### Exercise requirements
Look through the material below and return every line that contains "graph".

┄┄┄┄┄┄┄┄┄┄┄┄┄┄┄┄┄┄┄┄

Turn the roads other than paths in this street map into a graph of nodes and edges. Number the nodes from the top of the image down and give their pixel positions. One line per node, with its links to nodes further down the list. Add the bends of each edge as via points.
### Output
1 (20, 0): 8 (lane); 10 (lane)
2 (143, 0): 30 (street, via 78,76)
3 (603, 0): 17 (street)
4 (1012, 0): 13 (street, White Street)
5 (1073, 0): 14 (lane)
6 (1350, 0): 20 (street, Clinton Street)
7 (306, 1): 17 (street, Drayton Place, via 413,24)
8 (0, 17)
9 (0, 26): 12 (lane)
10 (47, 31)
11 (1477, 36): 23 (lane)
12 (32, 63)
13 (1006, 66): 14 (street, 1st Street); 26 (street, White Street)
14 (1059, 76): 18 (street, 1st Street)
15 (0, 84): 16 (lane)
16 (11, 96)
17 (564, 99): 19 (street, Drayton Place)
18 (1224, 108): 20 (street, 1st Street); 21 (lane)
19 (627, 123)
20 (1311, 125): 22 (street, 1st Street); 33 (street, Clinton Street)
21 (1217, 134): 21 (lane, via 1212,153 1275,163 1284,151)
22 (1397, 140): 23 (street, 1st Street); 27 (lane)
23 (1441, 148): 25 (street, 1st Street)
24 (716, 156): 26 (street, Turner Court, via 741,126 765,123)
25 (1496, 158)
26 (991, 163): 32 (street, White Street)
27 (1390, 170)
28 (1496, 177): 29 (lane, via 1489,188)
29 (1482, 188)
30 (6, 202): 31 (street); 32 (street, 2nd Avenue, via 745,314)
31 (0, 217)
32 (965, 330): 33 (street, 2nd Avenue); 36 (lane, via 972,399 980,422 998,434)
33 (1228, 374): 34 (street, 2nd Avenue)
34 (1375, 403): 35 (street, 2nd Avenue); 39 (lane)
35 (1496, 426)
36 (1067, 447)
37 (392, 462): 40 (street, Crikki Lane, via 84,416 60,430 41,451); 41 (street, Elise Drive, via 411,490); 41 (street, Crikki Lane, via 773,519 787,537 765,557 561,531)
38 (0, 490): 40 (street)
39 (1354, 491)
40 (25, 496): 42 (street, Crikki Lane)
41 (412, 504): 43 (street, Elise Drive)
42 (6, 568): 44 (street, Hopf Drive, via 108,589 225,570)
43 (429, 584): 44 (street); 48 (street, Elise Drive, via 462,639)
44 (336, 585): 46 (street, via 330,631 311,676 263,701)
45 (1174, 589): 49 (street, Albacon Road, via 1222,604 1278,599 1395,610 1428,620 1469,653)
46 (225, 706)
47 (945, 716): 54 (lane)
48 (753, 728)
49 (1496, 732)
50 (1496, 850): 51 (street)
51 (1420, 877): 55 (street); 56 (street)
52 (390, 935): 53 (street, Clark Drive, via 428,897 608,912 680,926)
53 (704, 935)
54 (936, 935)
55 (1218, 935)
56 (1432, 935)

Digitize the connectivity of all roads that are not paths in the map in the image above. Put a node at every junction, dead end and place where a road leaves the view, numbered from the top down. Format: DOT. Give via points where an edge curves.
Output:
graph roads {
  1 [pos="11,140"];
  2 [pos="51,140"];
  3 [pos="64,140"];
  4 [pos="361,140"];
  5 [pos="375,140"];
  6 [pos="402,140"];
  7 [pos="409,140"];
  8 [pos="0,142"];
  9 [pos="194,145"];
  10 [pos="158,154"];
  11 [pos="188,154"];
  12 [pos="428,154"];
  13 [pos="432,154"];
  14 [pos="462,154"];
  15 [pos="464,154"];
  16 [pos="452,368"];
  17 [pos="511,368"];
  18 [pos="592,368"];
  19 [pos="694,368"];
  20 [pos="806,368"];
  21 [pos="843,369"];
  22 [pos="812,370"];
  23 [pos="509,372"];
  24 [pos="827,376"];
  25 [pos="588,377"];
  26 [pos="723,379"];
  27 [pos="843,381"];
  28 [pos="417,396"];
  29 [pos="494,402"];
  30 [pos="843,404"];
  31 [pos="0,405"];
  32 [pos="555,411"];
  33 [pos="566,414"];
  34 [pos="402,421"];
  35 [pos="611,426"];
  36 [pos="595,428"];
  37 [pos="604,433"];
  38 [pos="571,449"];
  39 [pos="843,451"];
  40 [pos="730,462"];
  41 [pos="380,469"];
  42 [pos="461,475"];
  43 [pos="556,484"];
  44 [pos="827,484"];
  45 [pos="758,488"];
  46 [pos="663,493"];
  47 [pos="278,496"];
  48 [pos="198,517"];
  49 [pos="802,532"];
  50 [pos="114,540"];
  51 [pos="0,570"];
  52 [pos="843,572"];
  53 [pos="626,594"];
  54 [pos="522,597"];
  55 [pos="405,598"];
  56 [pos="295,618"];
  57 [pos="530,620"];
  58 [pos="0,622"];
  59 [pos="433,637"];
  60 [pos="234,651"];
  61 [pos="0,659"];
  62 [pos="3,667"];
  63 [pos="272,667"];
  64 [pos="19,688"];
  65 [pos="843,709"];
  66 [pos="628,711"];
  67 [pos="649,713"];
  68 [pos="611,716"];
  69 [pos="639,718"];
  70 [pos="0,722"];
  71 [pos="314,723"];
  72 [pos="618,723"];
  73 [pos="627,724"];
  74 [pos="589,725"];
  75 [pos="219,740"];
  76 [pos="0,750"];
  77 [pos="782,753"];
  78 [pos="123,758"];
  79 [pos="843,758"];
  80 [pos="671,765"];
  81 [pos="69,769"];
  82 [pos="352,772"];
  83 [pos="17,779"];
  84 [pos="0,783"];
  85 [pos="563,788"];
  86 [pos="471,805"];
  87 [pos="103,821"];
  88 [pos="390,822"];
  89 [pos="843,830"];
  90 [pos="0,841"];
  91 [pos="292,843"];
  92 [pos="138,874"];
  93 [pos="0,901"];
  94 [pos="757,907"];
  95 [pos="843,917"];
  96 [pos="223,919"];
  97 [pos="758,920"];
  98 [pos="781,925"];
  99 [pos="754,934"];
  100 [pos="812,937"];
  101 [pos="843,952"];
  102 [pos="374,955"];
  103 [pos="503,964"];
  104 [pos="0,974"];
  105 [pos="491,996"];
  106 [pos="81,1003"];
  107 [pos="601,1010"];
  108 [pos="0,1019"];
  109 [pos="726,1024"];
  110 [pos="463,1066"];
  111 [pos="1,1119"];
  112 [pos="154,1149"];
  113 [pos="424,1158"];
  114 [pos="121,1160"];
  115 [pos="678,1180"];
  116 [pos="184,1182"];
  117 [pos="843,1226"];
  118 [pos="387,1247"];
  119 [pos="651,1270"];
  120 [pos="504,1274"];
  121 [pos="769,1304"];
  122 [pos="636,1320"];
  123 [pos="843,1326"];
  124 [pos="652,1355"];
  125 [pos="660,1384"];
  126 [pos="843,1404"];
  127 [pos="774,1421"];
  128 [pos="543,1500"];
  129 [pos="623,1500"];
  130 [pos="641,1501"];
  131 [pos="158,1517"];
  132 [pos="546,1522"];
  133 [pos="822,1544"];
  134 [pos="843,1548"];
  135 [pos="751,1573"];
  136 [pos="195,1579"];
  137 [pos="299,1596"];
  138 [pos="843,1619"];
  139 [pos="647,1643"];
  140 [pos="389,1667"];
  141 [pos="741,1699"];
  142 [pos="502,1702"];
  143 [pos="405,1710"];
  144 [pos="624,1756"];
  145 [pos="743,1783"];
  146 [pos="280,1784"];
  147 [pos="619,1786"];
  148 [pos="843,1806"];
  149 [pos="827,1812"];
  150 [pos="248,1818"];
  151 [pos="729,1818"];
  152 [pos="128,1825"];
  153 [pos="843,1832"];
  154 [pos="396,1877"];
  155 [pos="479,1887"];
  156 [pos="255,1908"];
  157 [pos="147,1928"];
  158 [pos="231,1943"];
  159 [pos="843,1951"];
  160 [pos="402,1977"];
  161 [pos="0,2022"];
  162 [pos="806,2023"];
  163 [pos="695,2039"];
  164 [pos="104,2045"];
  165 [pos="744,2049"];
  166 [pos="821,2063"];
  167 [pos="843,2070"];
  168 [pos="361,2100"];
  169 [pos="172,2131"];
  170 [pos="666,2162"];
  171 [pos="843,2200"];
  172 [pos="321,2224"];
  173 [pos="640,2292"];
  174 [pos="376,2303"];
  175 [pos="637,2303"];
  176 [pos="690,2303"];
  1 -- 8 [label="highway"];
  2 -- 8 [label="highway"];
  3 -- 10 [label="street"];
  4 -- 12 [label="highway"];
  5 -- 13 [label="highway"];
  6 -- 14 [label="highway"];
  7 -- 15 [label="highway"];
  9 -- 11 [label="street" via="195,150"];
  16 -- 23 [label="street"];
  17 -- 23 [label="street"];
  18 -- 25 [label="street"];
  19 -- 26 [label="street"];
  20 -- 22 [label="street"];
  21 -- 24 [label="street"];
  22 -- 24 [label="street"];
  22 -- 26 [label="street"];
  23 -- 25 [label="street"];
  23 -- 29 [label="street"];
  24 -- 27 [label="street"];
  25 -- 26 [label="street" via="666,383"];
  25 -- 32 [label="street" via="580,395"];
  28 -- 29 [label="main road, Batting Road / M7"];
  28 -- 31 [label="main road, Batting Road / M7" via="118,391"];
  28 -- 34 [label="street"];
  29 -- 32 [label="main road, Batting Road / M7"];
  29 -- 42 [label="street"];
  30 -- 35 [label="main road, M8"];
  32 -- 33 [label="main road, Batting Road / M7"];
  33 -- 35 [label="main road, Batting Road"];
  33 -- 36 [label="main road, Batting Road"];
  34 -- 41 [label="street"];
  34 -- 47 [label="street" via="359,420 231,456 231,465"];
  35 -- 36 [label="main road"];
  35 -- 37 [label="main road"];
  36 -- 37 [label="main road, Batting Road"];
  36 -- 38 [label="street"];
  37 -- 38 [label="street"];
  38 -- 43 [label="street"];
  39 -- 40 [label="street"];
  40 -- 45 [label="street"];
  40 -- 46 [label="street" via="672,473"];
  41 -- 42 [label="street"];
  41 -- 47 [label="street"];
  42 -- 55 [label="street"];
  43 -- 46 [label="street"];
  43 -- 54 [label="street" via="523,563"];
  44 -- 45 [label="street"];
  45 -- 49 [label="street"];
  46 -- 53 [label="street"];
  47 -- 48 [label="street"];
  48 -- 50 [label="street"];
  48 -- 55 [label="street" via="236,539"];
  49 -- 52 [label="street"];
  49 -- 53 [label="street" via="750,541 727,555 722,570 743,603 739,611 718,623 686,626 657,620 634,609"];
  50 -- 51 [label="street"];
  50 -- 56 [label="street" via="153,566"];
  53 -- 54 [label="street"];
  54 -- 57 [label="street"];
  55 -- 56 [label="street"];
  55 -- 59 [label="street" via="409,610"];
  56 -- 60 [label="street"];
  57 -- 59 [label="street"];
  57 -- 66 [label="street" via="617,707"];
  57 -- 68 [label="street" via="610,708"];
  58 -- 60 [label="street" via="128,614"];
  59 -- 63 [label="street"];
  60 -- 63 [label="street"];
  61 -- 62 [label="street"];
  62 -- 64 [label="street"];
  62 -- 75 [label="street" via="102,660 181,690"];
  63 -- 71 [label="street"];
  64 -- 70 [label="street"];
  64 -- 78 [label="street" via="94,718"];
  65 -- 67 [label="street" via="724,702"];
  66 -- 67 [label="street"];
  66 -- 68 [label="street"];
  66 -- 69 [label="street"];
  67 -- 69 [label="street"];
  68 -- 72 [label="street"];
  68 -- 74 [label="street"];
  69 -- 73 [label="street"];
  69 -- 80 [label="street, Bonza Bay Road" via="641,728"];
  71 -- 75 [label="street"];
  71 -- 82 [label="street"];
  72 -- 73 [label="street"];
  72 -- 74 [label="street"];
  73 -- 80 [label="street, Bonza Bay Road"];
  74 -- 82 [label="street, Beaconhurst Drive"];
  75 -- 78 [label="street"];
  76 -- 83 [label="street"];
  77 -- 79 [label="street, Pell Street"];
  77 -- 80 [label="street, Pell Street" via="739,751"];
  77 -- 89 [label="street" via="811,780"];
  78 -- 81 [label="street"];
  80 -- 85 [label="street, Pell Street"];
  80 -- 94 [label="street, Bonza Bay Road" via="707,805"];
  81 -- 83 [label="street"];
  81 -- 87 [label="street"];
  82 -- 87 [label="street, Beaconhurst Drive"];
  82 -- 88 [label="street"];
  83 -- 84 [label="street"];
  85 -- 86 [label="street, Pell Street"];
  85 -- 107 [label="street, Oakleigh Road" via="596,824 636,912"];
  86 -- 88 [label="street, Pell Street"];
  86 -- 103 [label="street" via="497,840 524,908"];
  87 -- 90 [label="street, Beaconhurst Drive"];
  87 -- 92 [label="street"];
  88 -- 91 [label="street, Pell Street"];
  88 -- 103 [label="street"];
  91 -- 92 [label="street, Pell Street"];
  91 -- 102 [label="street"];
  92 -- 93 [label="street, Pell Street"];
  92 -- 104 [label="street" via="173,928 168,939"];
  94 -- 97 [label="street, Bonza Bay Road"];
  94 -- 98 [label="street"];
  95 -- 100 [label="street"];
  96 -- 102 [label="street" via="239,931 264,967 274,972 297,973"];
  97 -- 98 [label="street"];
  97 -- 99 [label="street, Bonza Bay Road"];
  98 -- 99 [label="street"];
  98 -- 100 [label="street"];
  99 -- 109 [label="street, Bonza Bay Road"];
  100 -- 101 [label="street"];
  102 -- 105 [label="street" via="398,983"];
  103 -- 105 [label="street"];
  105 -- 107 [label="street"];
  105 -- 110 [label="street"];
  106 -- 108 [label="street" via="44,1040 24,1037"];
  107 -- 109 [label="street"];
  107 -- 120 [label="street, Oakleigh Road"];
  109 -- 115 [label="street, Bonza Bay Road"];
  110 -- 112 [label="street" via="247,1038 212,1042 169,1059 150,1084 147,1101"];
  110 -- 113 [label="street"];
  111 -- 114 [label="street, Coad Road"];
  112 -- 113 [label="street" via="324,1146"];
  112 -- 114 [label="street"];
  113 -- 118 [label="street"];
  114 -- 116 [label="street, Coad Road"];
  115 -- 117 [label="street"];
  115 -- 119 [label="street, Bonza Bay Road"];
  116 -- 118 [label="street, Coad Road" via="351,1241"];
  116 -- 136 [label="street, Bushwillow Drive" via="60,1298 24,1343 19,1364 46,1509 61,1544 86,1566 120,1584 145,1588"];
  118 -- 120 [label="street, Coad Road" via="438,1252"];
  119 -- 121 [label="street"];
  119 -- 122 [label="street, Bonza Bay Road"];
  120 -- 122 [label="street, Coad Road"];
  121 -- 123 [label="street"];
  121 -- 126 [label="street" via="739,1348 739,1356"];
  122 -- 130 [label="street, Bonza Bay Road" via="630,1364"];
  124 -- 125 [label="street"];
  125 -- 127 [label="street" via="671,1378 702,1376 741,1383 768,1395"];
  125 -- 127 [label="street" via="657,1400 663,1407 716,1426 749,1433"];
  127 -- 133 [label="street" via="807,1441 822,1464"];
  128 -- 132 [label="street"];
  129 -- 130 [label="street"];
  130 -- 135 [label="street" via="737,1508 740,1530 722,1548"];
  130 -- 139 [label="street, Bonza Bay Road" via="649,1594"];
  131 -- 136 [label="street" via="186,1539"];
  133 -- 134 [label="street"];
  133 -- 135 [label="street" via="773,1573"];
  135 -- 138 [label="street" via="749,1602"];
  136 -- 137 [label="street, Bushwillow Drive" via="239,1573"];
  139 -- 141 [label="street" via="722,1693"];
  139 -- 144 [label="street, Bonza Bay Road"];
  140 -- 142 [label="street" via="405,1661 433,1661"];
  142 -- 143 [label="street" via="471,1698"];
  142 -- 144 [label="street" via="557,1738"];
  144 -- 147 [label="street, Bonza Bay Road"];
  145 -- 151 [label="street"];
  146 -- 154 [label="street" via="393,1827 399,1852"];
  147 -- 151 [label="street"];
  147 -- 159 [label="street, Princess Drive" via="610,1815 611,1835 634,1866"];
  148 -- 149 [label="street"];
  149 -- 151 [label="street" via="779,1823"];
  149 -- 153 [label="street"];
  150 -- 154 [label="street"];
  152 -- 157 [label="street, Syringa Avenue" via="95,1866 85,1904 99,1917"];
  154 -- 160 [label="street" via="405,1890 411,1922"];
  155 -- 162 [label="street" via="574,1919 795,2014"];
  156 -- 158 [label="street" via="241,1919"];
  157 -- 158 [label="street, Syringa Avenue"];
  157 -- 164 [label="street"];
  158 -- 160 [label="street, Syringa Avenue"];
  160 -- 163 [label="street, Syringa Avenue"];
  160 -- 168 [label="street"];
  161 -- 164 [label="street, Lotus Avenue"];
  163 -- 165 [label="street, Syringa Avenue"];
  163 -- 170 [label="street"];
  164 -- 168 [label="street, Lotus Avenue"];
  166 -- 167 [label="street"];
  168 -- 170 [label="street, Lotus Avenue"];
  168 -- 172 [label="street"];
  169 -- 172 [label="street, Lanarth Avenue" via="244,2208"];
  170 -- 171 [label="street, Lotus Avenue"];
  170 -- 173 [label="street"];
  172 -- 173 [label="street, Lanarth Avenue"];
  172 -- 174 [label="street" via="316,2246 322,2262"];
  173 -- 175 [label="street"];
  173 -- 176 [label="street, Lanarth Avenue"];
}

┄┄┄┄┄┄┄┄┄┄┄┄┄┄┄┄┄┄┄┄

### Task response
Turn the roads other than paths in this street map into a graph of nodes and edges. Number the nodes from the top of the image down and give their pixel positions. One line per node, with its links to nodes further down the list. Add the bends of each edge as via points.
graph roads {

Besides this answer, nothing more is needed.